Just keep walking – The Salt Path

Years ago I walked past a homeless person in Helsinki on my way to a café with my friend. My friend stopped, searched his pockets, and handed a cigarette and a few coins to the man on the street. “In case I ever end up in the same situation,” he said. I was 18, and the thought that I could ever end up homeless was completely alien to me. 

The Salt Path (2018), written by Raynor (Ray) Winn, tells the story of unexpected homelessness and the struggles you face when everything in your life is taken from you. You could say that it is a travel book about the South West Coast Path in Cornwall, England, from Somerset to Devon. But unlike in most travel books, Moth and Ray would probably not choose to walk the path if they had other options. 

“I was struggling to decide if going downhill with a weight on my back was actually worse than going up. — by the time we reached the bottom I’d concluded that they were inseparable in pain levels and I was probably insane to think we could walk this path.”

Raynor Winn, The Salt Path

They are complete novices when it comes to hiking and wild camping. When they start, they are lacking some basic knowledge as well as essential items. How could a £5 sleeping bag from a supermarket ever be sufficient? Yet, what can you do if you don’t have enough money for a branded lightweight sleeping bag?

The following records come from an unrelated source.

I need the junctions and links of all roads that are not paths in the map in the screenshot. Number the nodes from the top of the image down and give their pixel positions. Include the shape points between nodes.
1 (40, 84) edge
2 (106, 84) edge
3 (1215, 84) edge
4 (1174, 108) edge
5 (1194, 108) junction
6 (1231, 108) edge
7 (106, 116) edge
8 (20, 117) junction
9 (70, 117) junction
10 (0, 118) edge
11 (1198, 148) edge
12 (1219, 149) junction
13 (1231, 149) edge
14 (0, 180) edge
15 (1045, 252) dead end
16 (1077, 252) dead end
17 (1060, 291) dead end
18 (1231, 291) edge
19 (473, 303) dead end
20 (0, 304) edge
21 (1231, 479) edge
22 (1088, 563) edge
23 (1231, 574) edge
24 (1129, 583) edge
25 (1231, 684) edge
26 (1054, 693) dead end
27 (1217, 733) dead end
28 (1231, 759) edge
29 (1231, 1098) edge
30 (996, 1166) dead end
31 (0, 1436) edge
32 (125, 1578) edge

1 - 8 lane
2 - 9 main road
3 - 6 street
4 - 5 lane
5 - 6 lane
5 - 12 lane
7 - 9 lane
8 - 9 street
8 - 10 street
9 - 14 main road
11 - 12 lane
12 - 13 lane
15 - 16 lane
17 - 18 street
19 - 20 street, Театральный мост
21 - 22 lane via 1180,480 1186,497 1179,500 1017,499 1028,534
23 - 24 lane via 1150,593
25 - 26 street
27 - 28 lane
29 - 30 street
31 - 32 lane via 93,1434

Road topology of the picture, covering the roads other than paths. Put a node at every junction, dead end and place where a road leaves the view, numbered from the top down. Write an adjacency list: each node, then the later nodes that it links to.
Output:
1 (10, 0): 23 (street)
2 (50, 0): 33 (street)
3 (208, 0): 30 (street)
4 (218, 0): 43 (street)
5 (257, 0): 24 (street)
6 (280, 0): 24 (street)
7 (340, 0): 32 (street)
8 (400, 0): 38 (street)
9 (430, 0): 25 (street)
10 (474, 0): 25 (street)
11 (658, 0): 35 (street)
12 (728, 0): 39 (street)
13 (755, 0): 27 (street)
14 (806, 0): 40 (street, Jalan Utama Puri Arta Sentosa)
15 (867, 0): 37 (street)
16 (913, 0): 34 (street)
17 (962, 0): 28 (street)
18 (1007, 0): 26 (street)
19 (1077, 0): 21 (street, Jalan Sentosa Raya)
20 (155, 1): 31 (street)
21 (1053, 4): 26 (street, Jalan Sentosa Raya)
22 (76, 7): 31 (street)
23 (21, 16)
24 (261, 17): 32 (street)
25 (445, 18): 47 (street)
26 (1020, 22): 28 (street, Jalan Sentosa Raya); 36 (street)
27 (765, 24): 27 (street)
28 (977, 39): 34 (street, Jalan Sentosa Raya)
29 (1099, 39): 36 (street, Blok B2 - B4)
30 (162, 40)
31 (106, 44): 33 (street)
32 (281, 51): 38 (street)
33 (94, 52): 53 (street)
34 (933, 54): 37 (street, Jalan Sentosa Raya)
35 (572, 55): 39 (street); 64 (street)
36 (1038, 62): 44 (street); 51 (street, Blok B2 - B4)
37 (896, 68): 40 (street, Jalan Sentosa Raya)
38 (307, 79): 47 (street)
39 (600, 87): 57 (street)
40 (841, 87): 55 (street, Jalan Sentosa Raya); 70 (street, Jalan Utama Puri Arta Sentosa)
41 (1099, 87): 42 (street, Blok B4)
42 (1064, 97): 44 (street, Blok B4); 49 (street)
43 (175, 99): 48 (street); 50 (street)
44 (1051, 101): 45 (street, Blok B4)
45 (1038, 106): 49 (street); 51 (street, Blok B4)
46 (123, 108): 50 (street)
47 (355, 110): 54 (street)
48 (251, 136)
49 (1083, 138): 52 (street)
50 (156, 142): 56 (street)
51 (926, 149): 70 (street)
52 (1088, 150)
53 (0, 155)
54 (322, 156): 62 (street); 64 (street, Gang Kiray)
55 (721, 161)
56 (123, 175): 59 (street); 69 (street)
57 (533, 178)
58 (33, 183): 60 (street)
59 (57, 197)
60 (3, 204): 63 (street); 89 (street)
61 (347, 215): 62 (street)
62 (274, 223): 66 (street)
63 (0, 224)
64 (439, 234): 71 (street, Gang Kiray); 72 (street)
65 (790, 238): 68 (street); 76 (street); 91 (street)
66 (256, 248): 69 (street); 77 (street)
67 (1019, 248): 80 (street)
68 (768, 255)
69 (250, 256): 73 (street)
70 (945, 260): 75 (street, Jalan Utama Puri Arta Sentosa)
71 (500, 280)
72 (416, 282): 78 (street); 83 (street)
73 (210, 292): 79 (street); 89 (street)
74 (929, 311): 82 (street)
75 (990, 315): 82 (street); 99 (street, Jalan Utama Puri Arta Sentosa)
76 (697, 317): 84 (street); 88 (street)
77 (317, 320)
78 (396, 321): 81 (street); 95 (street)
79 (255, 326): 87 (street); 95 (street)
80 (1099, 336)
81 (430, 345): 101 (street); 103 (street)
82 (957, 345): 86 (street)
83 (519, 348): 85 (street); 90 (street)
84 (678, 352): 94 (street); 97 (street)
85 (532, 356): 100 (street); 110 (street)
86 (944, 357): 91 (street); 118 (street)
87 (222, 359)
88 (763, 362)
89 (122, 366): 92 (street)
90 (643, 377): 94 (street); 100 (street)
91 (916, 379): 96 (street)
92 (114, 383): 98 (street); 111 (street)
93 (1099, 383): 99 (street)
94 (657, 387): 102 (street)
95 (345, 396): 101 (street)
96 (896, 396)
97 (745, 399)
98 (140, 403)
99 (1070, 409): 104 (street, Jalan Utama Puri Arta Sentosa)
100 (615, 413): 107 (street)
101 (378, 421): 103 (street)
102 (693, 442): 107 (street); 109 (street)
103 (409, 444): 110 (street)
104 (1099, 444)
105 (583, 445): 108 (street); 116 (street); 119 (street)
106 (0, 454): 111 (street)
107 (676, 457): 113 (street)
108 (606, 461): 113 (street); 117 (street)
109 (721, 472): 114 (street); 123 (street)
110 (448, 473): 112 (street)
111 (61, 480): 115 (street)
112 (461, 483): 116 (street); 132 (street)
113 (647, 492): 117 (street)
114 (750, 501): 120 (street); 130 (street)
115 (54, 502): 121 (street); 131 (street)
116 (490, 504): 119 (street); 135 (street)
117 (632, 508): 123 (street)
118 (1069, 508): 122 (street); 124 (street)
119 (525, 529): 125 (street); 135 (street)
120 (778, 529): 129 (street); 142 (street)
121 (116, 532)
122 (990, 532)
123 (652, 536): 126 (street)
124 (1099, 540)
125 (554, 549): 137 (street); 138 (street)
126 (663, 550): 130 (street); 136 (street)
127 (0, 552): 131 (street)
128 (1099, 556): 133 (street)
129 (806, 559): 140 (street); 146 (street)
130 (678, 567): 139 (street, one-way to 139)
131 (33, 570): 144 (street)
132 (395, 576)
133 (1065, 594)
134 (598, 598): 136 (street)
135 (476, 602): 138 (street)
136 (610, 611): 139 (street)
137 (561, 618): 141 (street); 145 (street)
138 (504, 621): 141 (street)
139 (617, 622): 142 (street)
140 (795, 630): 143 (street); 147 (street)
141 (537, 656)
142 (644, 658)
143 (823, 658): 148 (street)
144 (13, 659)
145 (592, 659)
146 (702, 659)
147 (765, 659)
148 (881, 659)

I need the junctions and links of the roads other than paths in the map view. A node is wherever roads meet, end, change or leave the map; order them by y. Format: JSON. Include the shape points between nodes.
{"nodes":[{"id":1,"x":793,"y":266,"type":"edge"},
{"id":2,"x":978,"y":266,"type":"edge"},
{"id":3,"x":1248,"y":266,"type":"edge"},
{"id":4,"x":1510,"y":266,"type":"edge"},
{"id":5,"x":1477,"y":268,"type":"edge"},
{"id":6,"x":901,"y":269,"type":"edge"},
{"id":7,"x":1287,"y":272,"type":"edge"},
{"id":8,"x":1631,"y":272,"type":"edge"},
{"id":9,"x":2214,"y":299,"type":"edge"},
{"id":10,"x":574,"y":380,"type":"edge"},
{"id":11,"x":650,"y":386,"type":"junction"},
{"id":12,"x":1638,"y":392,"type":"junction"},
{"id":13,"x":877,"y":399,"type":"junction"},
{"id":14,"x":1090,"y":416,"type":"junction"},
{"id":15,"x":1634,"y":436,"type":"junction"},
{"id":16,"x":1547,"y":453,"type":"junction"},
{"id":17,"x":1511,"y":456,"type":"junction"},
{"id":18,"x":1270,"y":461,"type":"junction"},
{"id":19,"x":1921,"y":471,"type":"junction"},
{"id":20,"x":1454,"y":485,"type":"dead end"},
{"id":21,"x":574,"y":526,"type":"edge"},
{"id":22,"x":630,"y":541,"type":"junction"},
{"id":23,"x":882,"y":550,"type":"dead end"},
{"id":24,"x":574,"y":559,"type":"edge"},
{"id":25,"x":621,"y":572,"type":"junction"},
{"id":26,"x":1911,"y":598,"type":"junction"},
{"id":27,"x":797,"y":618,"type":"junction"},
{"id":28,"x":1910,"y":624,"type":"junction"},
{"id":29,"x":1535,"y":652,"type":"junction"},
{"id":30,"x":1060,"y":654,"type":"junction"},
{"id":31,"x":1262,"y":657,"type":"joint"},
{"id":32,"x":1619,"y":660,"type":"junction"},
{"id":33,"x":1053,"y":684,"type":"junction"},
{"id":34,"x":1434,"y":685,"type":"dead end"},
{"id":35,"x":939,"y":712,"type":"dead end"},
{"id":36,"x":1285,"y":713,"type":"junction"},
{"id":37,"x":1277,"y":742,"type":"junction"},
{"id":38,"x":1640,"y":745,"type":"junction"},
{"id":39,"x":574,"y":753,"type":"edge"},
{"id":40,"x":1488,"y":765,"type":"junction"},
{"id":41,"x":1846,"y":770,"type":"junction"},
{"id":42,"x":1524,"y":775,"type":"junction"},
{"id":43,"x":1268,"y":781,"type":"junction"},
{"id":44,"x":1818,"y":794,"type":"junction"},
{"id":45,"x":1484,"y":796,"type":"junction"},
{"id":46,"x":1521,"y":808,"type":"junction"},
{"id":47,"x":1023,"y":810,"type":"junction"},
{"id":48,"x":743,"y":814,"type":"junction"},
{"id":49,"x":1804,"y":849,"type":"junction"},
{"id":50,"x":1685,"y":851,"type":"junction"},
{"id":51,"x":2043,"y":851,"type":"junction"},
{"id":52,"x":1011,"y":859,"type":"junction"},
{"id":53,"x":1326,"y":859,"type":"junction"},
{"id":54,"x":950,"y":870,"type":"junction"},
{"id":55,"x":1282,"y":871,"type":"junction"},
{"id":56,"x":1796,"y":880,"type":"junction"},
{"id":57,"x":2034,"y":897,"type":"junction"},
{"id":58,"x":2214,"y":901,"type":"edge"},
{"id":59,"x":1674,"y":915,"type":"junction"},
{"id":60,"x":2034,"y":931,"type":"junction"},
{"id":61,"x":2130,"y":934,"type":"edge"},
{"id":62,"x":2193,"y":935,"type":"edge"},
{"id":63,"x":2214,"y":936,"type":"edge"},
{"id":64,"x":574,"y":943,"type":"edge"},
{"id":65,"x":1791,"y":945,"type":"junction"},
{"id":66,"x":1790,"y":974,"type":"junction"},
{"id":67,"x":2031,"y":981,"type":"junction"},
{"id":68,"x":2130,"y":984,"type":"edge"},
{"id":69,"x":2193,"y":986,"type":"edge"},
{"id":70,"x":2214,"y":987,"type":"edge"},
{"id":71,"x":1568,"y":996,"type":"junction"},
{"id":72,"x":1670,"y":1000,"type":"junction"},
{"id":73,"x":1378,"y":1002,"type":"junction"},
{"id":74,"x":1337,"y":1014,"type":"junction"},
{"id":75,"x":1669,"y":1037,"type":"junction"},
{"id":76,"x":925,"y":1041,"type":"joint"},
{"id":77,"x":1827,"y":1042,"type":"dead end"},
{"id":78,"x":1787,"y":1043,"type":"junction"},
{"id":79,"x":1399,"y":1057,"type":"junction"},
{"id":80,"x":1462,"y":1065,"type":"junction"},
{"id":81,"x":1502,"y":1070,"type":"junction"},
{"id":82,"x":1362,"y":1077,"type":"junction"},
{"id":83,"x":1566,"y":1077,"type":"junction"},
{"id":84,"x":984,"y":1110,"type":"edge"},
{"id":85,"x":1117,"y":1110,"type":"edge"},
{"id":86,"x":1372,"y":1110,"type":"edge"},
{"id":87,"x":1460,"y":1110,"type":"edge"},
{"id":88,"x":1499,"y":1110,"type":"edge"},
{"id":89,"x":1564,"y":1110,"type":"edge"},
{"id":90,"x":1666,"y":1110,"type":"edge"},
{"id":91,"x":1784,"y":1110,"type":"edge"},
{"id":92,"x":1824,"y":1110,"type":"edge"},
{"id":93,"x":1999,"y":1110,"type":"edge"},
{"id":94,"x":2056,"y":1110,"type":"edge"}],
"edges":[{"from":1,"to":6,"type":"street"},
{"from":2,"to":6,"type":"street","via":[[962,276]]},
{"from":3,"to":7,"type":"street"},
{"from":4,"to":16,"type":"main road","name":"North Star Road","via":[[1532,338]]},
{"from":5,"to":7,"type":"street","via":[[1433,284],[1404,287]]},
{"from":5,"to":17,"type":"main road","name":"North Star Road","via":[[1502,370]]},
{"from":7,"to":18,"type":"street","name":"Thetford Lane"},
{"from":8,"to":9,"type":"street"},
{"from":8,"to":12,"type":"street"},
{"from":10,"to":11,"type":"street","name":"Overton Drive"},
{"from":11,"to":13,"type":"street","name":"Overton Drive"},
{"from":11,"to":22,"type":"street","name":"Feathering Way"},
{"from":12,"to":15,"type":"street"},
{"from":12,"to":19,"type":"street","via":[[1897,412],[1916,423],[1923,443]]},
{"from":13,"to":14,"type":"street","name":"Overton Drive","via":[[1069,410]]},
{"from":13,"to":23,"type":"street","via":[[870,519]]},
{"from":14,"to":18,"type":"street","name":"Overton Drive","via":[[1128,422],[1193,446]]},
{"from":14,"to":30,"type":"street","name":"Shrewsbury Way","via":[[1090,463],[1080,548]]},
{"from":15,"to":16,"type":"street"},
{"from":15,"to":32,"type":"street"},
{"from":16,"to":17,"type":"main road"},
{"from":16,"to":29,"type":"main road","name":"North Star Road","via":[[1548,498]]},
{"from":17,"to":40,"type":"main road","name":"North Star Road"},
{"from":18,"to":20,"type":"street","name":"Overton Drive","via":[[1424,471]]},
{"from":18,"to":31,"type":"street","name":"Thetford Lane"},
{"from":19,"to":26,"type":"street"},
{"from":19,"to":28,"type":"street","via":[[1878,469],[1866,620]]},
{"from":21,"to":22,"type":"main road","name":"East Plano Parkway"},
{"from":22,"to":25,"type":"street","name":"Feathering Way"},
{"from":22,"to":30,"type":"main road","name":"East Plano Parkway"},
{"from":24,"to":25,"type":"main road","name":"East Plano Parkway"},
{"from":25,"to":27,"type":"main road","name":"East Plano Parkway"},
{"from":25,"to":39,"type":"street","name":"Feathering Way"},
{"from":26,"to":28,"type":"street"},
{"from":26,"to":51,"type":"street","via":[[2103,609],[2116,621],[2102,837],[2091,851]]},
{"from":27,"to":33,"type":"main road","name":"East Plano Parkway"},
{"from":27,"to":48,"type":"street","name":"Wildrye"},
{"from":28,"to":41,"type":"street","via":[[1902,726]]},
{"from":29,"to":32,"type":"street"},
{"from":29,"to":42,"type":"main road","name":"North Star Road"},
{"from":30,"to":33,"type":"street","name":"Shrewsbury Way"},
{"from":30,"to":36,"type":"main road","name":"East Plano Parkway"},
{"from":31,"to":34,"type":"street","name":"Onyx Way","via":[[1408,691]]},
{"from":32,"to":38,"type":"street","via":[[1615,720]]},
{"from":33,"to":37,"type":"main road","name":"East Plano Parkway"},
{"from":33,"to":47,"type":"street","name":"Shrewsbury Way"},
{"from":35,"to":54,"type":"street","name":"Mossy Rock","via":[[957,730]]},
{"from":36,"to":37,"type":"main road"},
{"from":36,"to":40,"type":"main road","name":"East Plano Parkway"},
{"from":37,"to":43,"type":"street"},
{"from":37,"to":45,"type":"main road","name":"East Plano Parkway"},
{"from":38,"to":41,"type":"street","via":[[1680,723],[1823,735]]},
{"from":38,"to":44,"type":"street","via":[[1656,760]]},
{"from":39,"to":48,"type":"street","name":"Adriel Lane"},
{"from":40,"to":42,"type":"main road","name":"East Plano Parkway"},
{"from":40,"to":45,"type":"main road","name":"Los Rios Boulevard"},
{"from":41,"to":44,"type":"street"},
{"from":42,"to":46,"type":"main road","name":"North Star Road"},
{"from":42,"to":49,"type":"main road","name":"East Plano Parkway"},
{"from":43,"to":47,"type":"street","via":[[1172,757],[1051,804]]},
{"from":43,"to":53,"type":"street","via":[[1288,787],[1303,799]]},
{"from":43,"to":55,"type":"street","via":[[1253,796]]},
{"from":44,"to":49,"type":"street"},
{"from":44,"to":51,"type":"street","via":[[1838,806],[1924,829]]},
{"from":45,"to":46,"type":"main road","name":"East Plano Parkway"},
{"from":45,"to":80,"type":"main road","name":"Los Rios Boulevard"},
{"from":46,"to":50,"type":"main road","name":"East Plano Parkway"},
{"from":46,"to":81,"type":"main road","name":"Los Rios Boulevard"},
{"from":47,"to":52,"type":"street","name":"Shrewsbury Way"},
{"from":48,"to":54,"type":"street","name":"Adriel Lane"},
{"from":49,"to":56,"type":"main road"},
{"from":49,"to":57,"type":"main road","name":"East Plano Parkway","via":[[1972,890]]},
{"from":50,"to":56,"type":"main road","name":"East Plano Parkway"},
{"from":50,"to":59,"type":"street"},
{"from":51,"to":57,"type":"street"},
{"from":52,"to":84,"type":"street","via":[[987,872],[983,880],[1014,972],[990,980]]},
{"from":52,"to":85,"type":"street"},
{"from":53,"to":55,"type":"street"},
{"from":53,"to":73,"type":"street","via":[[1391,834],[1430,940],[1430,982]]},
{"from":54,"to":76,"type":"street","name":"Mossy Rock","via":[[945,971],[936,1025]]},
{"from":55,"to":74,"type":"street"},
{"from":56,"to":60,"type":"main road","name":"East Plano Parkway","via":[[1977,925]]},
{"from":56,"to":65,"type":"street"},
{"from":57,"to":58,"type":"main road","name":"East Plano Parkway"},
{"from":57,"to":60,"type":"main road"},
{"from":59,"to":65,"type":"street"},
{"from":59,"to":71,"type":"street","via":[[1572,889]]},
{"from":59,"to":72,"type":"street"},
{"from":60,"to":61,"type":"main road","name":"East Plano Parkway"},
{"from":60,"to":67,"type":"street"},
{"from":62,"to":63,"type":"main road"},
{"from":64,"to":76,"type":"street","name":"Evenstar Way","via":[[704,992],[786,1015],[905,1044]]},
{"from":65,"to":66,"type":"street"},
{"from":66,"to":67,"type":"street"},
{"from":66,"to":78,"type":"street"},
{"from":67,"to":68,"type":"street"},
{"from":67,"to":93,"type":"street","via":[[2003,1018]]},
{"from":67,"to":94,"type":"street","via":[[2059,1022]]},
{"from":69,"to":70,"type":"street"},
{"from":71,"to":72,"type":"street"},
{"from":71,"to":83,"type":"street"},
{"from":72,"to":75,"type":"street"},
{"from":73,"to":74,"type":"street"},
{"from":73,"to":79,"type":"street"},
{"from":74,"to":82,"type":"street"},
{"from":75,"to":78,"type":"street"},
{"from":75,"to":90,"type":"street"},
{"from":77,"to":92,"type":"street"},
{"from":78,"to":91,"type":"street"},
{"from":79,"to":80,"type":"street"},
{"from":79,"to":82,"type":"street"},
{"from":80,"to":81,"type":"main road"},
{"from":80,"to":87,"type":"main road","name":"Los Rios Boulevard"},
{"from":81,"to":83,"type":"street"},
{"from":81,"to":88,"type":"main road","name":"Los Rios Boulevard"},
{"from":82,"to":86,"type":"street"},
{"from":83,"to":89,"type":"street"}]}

All the struggles Moth and Ray face while walking the path remind the reader that, really, this book is about having nowhere to go. It’s not about the beautiful scenery but where one fits in that scenery – accepting or rejecting the identity others assume to you. It is hard to change your habits and resist the temptation to order a cup of hot coffee on a cold wet day even though you know that you should use the little money you have for cheap meals that will feed you for a week. 

In the book, Winn underlines some important problems relating to homelessness and official figures in the UK. The official numbers of Rough sleepers in England are based on counting the (visible) rough sleepers on an unannounced night four times a year, but the numbers don’t seem to match with reality.

“Official figures in the autumn of 2014 put the number of rough sleepers in Plymouth at thirteen. If that was true — we met them all that night and some.”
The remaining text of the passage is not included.